Amazon Prime Day: What to expect
AMAZON are about to hold their second annual Prime Day, promising thousands of offers and deals for members across "nearly all" departments and categories.
As in other countries where Amazon operate, Prime Day will start at midnight local time on Tuesday July 12th, with new deals becoming available as often as every five minutes.
Although the discounts, deals, and competitions are limited to Amazon Prime members, it's possible for non-members to get access by signing up for a free 30-day trial before the day itself.
Rise of the shopping event
The event is a chance for Amazon to spread sales a little more evenly throughout the year, coming well ahead of the pre-Christmas rush.
In the US, that rush starts with a bang after Thanksgiving, with Black Friday and Cyber Monday.
Since Walmart-owned Asda introduced the idea of Black Friday to the UK in 2013, both events have proven popular - with online retailers at least, who don't have the same kind of crowd control concerns as their bricks and mortar associates.

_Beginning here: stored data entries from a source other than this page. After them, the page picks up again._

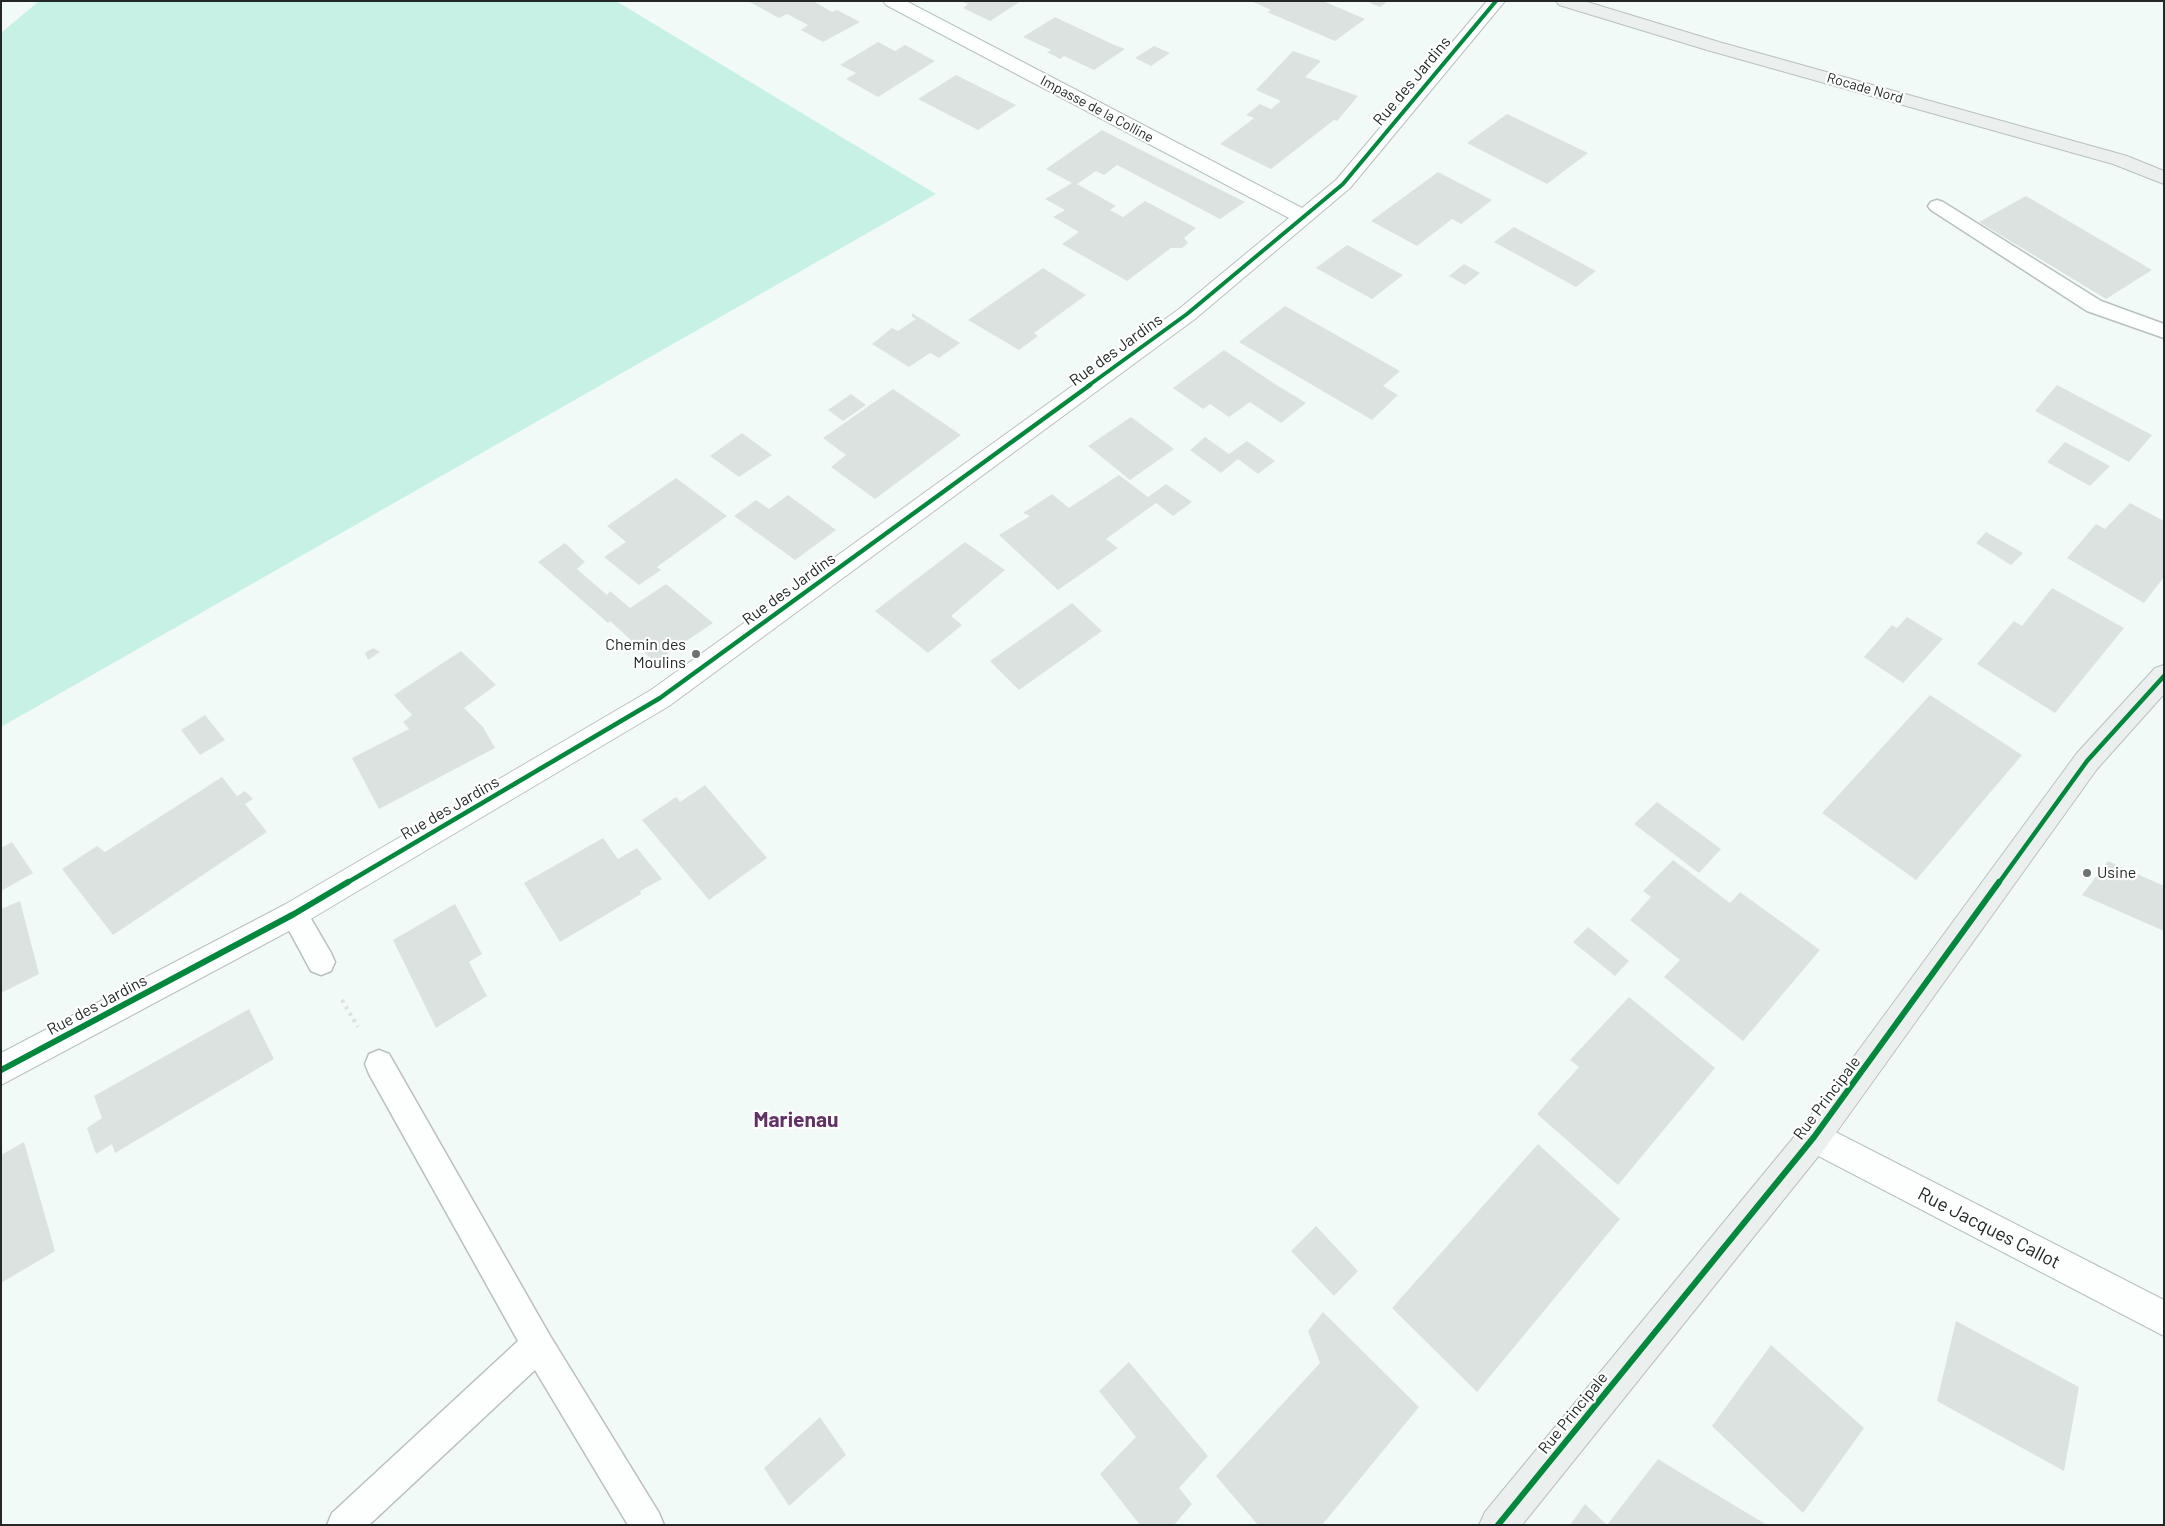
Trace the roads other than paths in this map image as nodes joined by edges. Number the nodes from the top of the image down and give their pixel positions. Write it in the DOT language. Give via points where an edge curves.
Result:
graph roads {
  1 [pos="892,1"];
  2 [pos="1496,1"];
  3 [pos="1565,1"];
  4 [pos="2164,178"];
  5 [pos="1937,206"];
  6 [pos="1303,217"];
  7 [pos="2164,331"];
  8 [pos="2164,676"];
  9 [pos="294,914"];
  10 [pos="320,962"];
  11 [pos="379,1064"];
  12 [pos="1,1070"];
  13 [pos="1814,1137"];
  14 [pos="2164,1318"];
  15 [pos="538,1344"];
  16 [pos="344,1525"];
  17 [pos="647,1525"];
  18 [pos="1498,1525"];
  1 -- 6 [label="street, Impasse de la Colline"];
  2 -- 6 [label="street, Rue des Jardins" via="1344,184"];
  3 -- 4 [label="main road, Rocade Nord" via="2120,160"];
  5 -- 7 [label="lane" via="2094,306"];
  6 -- 9 [label="street, Rue des Jardins" via="1187,314 660,698"];
  8 -- 13 [label="main road, Rue Principale" via="2087,761"];
  9 -- 10 [label="lane"];
  9 -- 12 [label="street, Rue des Jardins"];
  11 -- 15 [label="lane"];
  13 -- 14 [label="street, Rue Jacques Callot"];
  13 -- 18 [label="main road, Rue Principale"];
  15 -- 16 [label="lane"];
  15 -- 17 [label="lane"];
}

By comparison, it's early days for Prime Day as a major shopping event, but even so Amazon say last year's Prime Day was the "biggest day for sales internationally".
The items included in the sale depend on which country we're in: in the UK, some of the most popular promoted items last year included Lenovo laptops, video games, headphones and power toothbrushes.

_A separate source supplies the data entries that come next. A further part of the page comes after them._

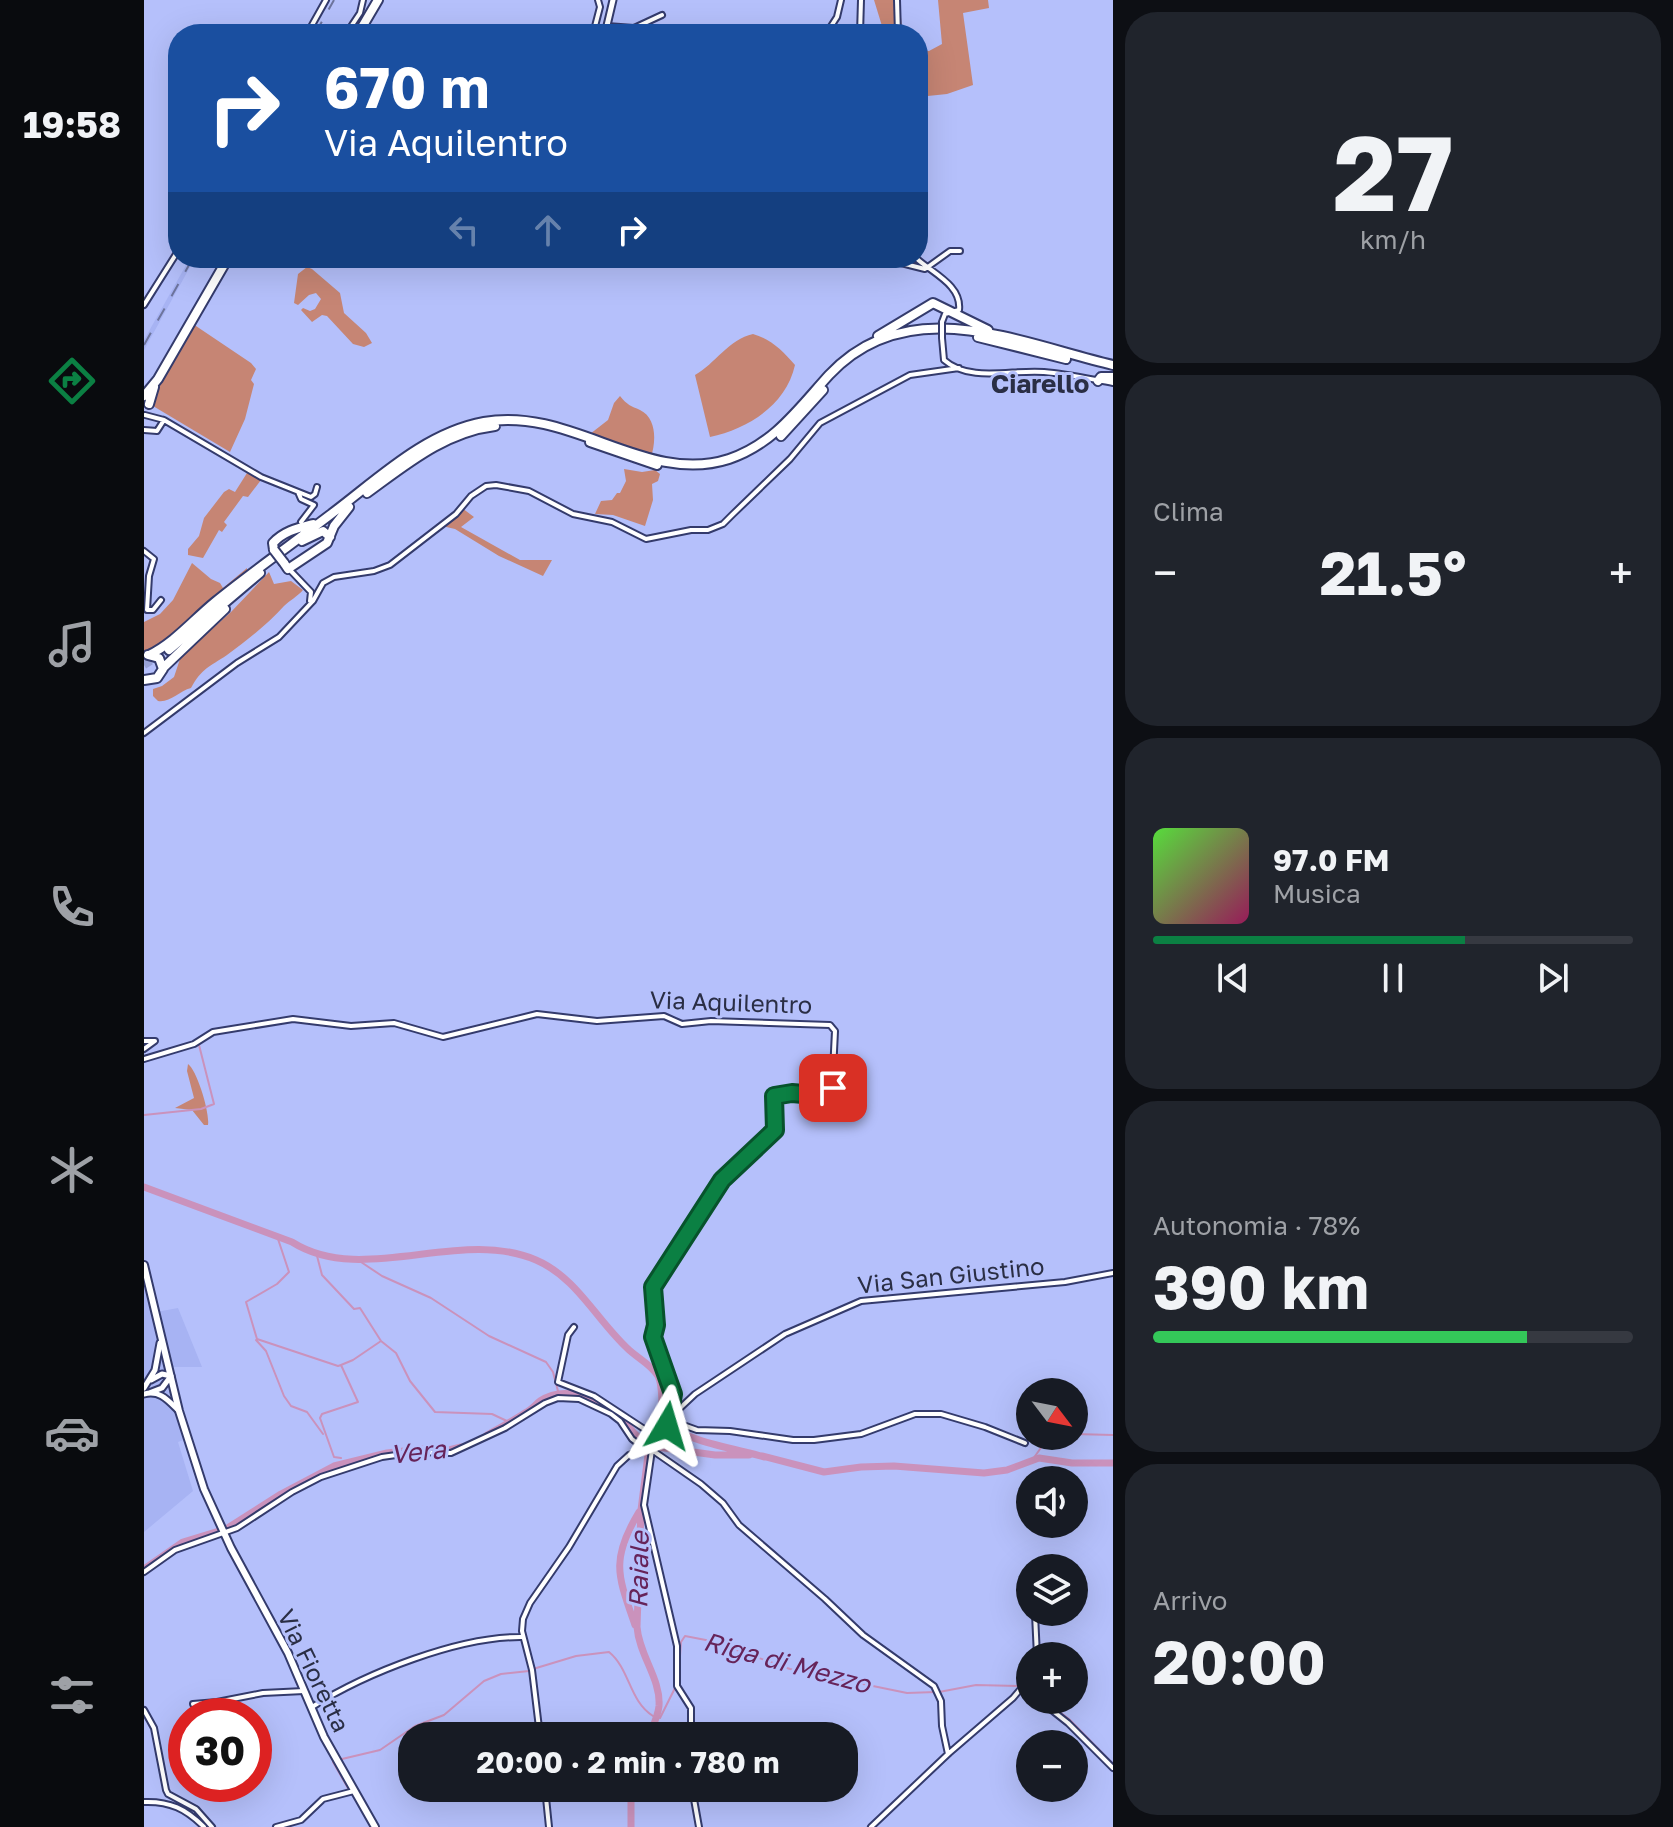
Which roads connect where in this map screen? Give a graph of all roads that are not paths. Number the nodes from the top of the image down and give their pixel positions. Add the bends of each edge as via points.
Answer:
1 (326, 0) edge
2 (363, 0) edge
3 (378, 0) edge
4 (598, 0) edge
5 (613, 0) edge
6 (841, 0) edge
7 (861, 0) edge
8 (897, 0) edge
9 (662, 15) dead end
10 (313, 24) edge
11 (353, 24) edge
12 (364, 24) edge
13 (596, 24) edge
14 (607, 24) edge
15 (641, 24) edge
16 (832, 24) edge
17 (860, 24) edge
18 (898, 24) edge
19 (960, 251) dead end
20 (168, 267) edge
21 (928, 267) edge
22 (222, 268) edge
23 (927, 268) edge
24 (144, 305) edge
25 (940, 306) junction
26 (957, 310) junction
27 (943, 319) junction
28 (1004, 338) junction
29 (858, 351) junction
30 (959, 368) junction
31 (1113, 368) edge
32 (1113, 380) edge
33 (1098, 381) joint
34 (146, 406) edge
35 (164, 420) junction
36 (144, 430) edge
37 (317, 487) dead end
38 (298, 492) junction
39 (349, 507) junction
40 (324, 519) junction
41 (301, 522) dead end
42 (290, 530) junction
43 (330, 537) junction
44 (298, 541) junction
45 (144, 551) edge
46 (280, 559) junction
47 (161, 600) dead end
48 (310, 601) junction
49 (169, 650) tunnel mouth
50 (146, 656) edge
51 (163, 668) junction
52 (145, 679) edge
53 (144, 733) edge
54 (144, 1041) edge
55 (144, 1049) edge
56 (144, 1059) edge
57 (144, 1265) edge
58 (1113, 1273) edge
59 (574, 1327) dead end
60 (161, 1334) junction
61 (171, 1376) junction
62 (146, 1390) edge
63 (179, 1411) junction
64 (670, 1422) junction
65 (655, 1436) junction
66 (1016, 1439) edge
67 (649, 1448) junction
68 (223, 1532) junction
69 (144, 1572) edge
70 (523, 1637) junction
71 (304, 1691) junction
72 (1016, 1693) edge
73 (237, 1698) edge
74 (311, 1708) junction
75 (144, 1710) edge
76 (1057, 1714) edge
77 (538, 1722) edge
78 (691, 1722) edge
79 (948, 1754) junction
80 (1113, 1768) edge
81 (354, 1791) junction
82 (144, 1802) edge
83 (546, 1802) edge
84 (695, 1802) edge
85 (204, 1827) edge
86 (212, 1827) edge
87 (276, 1827) edge
88 (375, 1827) edge
89 (549, 1827) edge
90 (699, 1827) edge
91 (871, 1827) edge

1 - 10 street
2 - 11 street
3 - 12 main road
4 - 13 street
5 - 14 street
6 - 16 street
7 - 17 street
8 - 18 street
9 - 15 street
19 - 21 street
20 - 24 street
22 - 34 main road
23 - 26 street via 951,286
25 - 26 main road
25 - 27 main road
25 - 29 main road via 929,304
26 - 27 street
26 - 28 main road via 965,320
27 - 30 street, bridge via 944,360
28 - 29 main road via 930,327 891,335
28 - 31 main road
29 - 40 main road via 772,437 730,459 670,463 539,421 484,422 433,441
30 - 33 street via 995,374 1046,372
30 - 48 street via 910,375 820,423 790,459 716,527 646,539 612,522 573,514 529,491 486,486 390,565 334,577
31 - 39 main road via 959,334 908,335 857,358 776,441 731,465 668,468 539,426 497,426 437,445
32 - 33 main road
34 - 35 street
34 - 35 street
35 - 36 street via 157,431
35 - 38 street via 250,471
37 - 38 street via 312,497
38 - 41 street via 314,505
39 - 43 main road
39 - 44 main road
40 - 42 main road
40 - 44 main road
42 - 44 main road via 297,532
42 - 46 main road via 273,542
43 - 44 main road via 323,531
43 - 46 main road via 321,548
44 - 46 main road
45 - 47 street via 154,560 147,610
46 - 48 street via 311,592
46 - 49 main road
46 - 50 main road
46 - 51 main road
48 - 53 street via 279,637
50 - 51 main road via 159,658
51 - 52 main road via 158,677
54 - 55 street via 155,1041
56 - 64 street, Via Aquilentro via 213,1032 293,1019 351,1026 394,1023 443,1037 537,1014 597,1021 664,1016 692,1025 830,1025 835,1031 832,1092 774,1096 775,1130 722,1180 653,1287 653,1339 673,1394
57 - 60 main road, Via Fioretta
58 - 64 street, Via San Giustino via 852,1304 760,1349 695,1394
59 - 65 street via 558,1382 594,1396
60 - 61 main road, Via Fioretta
60 - 62 street via 158,1362
61 - 62 street via 163,1387
61 - 62 street via 159,1375
61 - 63 main road, Via Fioretta
62 - 63 street via 165,1397
63 - 68 main road, Via Fioretta
64 - 65 street, Via San Giustino
64 - 66 street via 697,1430 814,1440 861,1434 915,1414 941,1414
65 - 67 street, Via San Giustino
67 - 68 street via 632,1439 616,1417 579,1399 558,1398 451,1453 382,1457 321,1477
67 - 70 street, Via San Giustino via 627,1456 607,1481 530,1603
67 - 78 street via 644,1505 677,1646 677,1686 691,1708
67 - 79 street via 723,1503 739,1525 863,1635 934,1686
68 - 69 street via 175,1550
68 - 71 main road, Via Fioretta
70 - 74 street via 469,1643 405,1663 330,1694
70 - 77 street, Via San Giustino
71 - 73 street
71 - 74 main road, Via Fioretta
72 - 79 street
74 - 81 main road, Via Fioretta
75 - 86 street via 154,1728 166,1790
76 - 80 street
79 - 91 street
81 - 87 street via 323,1799 306,1817
81 - 88 main road, Via Fioretta
82 - 85 street via 175,1805
83 - 89 street
84 - 90 street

Among the big name offers - such as discounts on Dyson vacuum cleaners, and Amazon's own Fire TV sticks and tablets - there'll be offers on smaller and less obvious products, and Amazon say that there will be deals on various toys "nearly all day".
Sale day improvements
Last year's Prime Day saw Amazon selling 398 items per second - so it's not surprising that they fell victim to their own success, selling out of stock many "Deals of the Day" items far too soon.
This year, they say, they've "dramatically increased" their inventory when it comes to the products that'll be getting Deal of the Day status, in order not to run out before the full 24 hours is up.
The number of small businesses and Marketplace sellers taking part is also much higher than it was last year: Amazon say around 30% of all the UK's Prime Day deals will be from small businesses or other stockists.
As their inventories are likely to be much more limited, we can expect to see more of those included in Amazon's "Lightning Deals", which offer a restricted number of items for just a short period of time.
Another common complaint last year was that some deals were difficult to track down, so this year Amazon say the offers will be navigable by category.
Is it worth joining?
Whether it's worth joining Amazon Prime to gain access to the various offers depends on a number of factors - not least of which is whether we've tried the service before.
While Amazon offer a 30-day free trial membership of Prime, it's only available to those who haven't signed up before, whether for a previous trial or the full service.
Those who have will need to join again, at either £7.99 per month, or £79 for the year.
Signing up for the free trial is simple enough - but it's worth noting those who don't cancel before it ends will be charged the annual fee all at once.
The other main factor determining whether membership will turn out to be good value or not is which of the other Prime services we use.
All Prime members now get access to a range of titles in the Prime Video streaming service. Much of the content is only available to rent or buy at an extra cost - only subscribers to Amazon Instant Video, which Prime Video replaced, get access to the full catalogue, at a cost of £5.99 a month.
There are similar restrictions on content with the bundled Prime Music service, which launched in 2014 to a somewhat lacklustre reception.
Although its functionality has improved since then, it still falls way behind competitors in terms of content - Prime Music has a library of around one million songs, compared with the industry average of 15 million.
The newest Prime membership perk is available to Kindle users; Kindle First gives members early access to one of six new books each month, a month ahead of them going on sale to non-members.
Until late last year, the only Prime membership perk was free one day delivery on all items - and for many Amazon customers, it's still the main attraction.
While it's possible to get free delivery without joining Prime, it normally requires us to spend a certain amount, and even then, it's only available for some items.
Then there's Prime Now - Amazon's one hour delivery service. After being limited to parts of London and nearby last year, Amazon say it's now available to about 30% of the population and being extended further.
Amazon are putting all this effort into making Prime attractive to us, because once we're signed up, the data suggests we spend up to twice as much with them as non-members.
And while Prime Day is aimed at subscribers, non-members will still find there are plenty of deals and promotions available to them - both with the online giant and with other retailers using the event to run same day deals of their own.